As the rite was drawing to a close, a runner arrived with news that people from the government were on their way. The villagers responded almost as one to gather their things. Our interpreter said the people were moving into the hills or mountains or woods surrounding the village. They had been expecting this.
I found myself picking up a writing implement and, as though in a trance, writing on a piece of paper. The text was not in any language I'd ever seen, yet I recognized that it was text. An elder picked up the paper, looked it over closely, then looked at me. He spoke to me; the interpreter said, "How did you know to write this?" I said I didn't; I'd just seen the writing implement, picked it up and written. I asked, did he know what it said? The elder spoke again; the interpreter said, "It says, 'Who's the new prophet?' How did you know that the ritual we were doing was to call forth the new prophet? How did you know our old one left us?" Again, I said I didn't know.

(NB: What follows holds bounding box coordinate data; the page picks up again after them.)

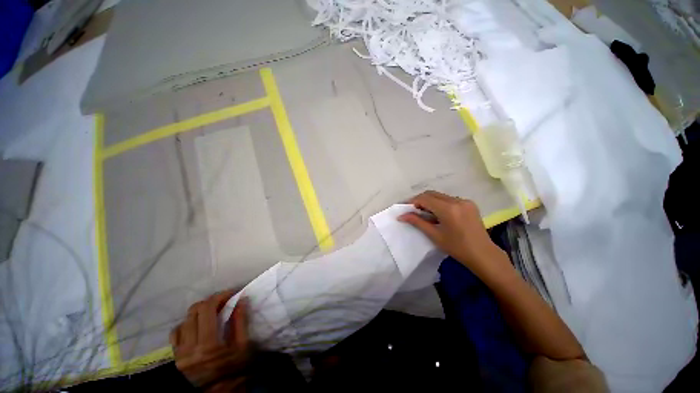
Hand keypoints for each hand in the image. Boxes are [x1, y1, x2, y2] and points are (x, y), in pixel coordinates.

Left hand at [170, 290, 249, 392]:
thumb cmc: (235, 374)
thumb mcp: (243, 348)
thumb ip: (240, 323)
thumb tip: (241, 300)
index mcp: (208, 346)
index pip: (207, 310)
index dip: (219, 296)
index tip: (231, 293)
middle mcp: (189, 349)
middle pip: (193, 312)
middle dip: (210, 302)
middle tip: (223, 302)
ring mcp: (179, 355)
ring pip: (183, 321)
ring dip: (198, 313)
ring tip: (211, 313)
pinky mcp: (175, 360)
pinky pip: (175, 335)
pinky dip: (186, 325)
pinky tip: (196, 327)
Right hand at [398, 191, 508, 277]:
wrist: (483, 254)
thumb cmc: (457, 247)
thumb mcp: (434, 235)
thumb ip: (417, 222)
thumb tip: (401, 216)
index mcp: (448, 209)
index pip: (425, 198)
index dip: (413, 201)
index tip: (405, 208)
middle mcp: (457, 200)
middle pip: (432, 194)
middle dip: (420, 200)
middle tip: (412, 210)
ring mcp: (465, 201)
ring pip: (440, 196)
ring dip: (430, 201)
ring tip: (424, 213)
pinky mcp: (469, 204)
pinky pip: (449, 199)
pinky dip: (440, 203)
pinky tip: (438, 214)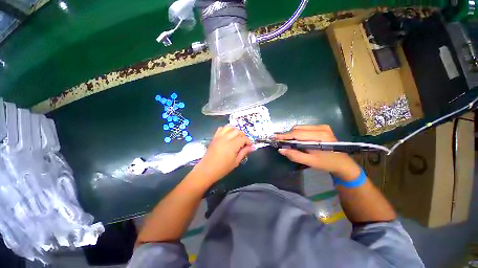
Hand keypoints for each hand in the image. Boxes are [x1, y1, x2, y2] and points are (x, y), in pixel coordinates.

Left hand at [194, 126, 252, 182]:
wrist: (207, 170)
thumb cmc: (222, 168)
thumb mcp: (236, 161)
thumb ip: (244, 152)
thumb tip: (253, 148)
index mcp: (232, 145)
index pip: (243, 138)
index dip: (248, 141)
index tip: (249, 146)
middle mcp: (226, 138)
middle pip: (237, 131)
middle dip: (243, 136)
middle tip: (243, 143)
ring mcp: (219, 137)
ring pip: (229, 127)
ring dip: (235, 131)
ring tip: (236, 138)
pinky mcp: (214, 137)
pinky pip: (221, 128)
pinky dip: (226, 129)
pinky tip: (228, 135)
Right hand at [274, 125, 360, 180]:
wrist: (342, 163)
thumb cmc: (326, 163)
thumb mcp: (310, 161)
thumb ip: (294, 155)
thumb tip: (280, 149)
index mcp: (320, 137)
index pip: (297, 134)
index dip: (285, 136)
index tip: (274, 137)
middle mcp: (321, 128)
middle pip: (298, 129)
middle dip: (288, 136)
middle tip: (281, 142)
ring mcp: (322, 126)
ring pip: (300, 128)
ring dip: (293, 134)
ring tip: (289, 142)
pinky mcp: (322, 127)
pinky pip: (305, 128)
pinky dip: (298, 134)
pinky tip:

Some of my traveling companions bustled in and said it was time to go. Our things were stowed in the back of a military-style truck and we were to climb in after them. The children of the village were getting into trucks as well. They were coming with us. One young girl, about 10 years old, walked past me toward the trucks. As she did, she absently handed me a bowl. I started to place the bowl on a counter/table in front of me, then stopped. The same type of writing circled the lip of the bowl. Looking at it, I could almost read it; I understood what it meant, yet couldn't quite put it into words. The same elder took the bowl from my hand, looked at it, then asked me if I knew which child had given me that bowl. I said I did. He said, "Care for that child well because that one is the new prophet." Then he made a gesture with his hands, dismissing me, hurrying me out. He handed me the bowl as I left. I climbed into a truck, pulled up by the girl who was her people's new prophet.

Who is the New Prophet in your life? What are you called to do to care for that One?